# Exercise:
Down to the last line, output the records below exactly.

*** Opening Source records ***

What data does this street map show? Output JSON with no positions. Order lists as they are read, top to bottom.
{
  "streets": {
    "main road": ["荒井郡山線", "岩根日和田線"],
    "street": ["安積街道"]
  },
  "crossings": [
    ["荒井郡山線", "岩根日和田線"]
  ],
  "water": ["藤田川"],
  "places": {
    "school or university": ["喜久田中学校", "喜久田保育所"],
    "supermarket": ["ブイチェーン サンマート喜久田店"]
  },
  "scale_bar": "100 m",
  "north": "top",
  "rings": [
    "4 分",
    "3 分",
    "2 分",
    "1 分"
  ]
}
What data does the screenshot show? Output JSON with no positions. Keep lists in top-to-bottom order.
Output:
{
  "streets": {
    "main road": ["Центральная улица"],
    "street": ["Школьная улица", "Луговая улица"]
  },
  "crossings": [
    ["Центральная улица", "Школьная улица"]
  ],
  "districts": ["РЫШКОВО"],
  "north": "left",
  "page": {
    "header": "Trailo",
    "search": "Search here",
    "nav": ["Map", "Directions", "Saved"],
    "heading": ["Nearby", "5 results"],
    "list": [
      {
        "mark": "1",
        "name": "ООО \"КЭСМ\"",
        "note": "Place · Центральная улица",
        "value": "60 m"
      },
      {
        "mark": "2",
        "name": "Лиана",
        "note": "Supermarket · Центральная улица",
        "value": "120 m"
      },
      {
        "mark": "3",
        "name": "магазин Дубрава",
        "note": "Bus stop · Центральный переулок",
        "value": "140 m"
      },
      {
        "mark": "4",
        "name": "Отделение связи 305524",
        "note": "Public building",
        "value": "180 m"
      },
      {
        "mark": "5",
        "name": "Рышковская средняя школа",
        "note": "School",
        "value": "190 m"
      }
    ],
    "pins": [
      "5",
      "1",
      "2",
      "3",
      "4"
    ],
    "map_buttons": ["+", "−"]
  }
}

*** Closing Source records ***

# Finished exercise:
What data does this street map show? Output JSON with no positions. Order lists as they are read, top to bottom.
{
  "streets": {
    "main road": ["荒井郡山線", "岩根日和田線"],
    "street": ["安積街道"]
  },
  "crossings": [
    ["荒井郡山線", "岩根日和田線"]
  ],
  "water": ["藤田川"],
  "places": {
    "school or university": ["喜久田中学校", "喜久田保育所"],
    "supermarket": ["ブイチェーン サンマート喜久田店"]
  },
  "scale_bar": "100 m",
  "north": "top",
  "rings": [
    "4 分",
    "3 分",
    "2 分",
    "1 分"
  ]
}
What data does the screenshot show? Output JSON with no positions. Keep lists in top-to-bottom order.
Output:
{
  "streets": {
    "main road": ["Центральная улица"],
    "street": ["Школьная улица", "Луговая улица"]
  },
  "crossings": [
    ["Центральная улица", "Школьная улица"]
  ],
  "districts": ["РЫШКОВО"],
  "north": "left",
  "page": {
    "header": "Trailo",
    "search": "Search here",
    "nav": ["Map", "Directions", "Saved"],
    "heading": ["Nearby", "5 results"],
    "list": [
      {
        "mark": "1",
        "name": "ООО \"КЭСМ\"",
        "note": "Place · Центральная улица",
        "value": "60 m"
      },
      {
        "mark": "2",
        "name": "Лиана",
        "note": "Supermarket · Центральная улица",
        "value": "120 m"
      },
      {
        "mark": "3",
        "name": "магазин Дубрава",
        "note": "Bus stop · Центральный переулок",
        "value": "140 m"
      },
      {
        "mark": "4",
        "name": "Отделение связи 305524",
        "note": "Public building",
        "value": "180 m"
      },
      {
        "mark": "5",
        "name": "Рышковская средняя школа",
        "note": "School",
        "value": "190 m"
      }
    ],
    "pins": [
      "5",
      "1",
      "2",
      "3",
      "4"
    ],
    "map_buttons": ["+", "−"]
  }
}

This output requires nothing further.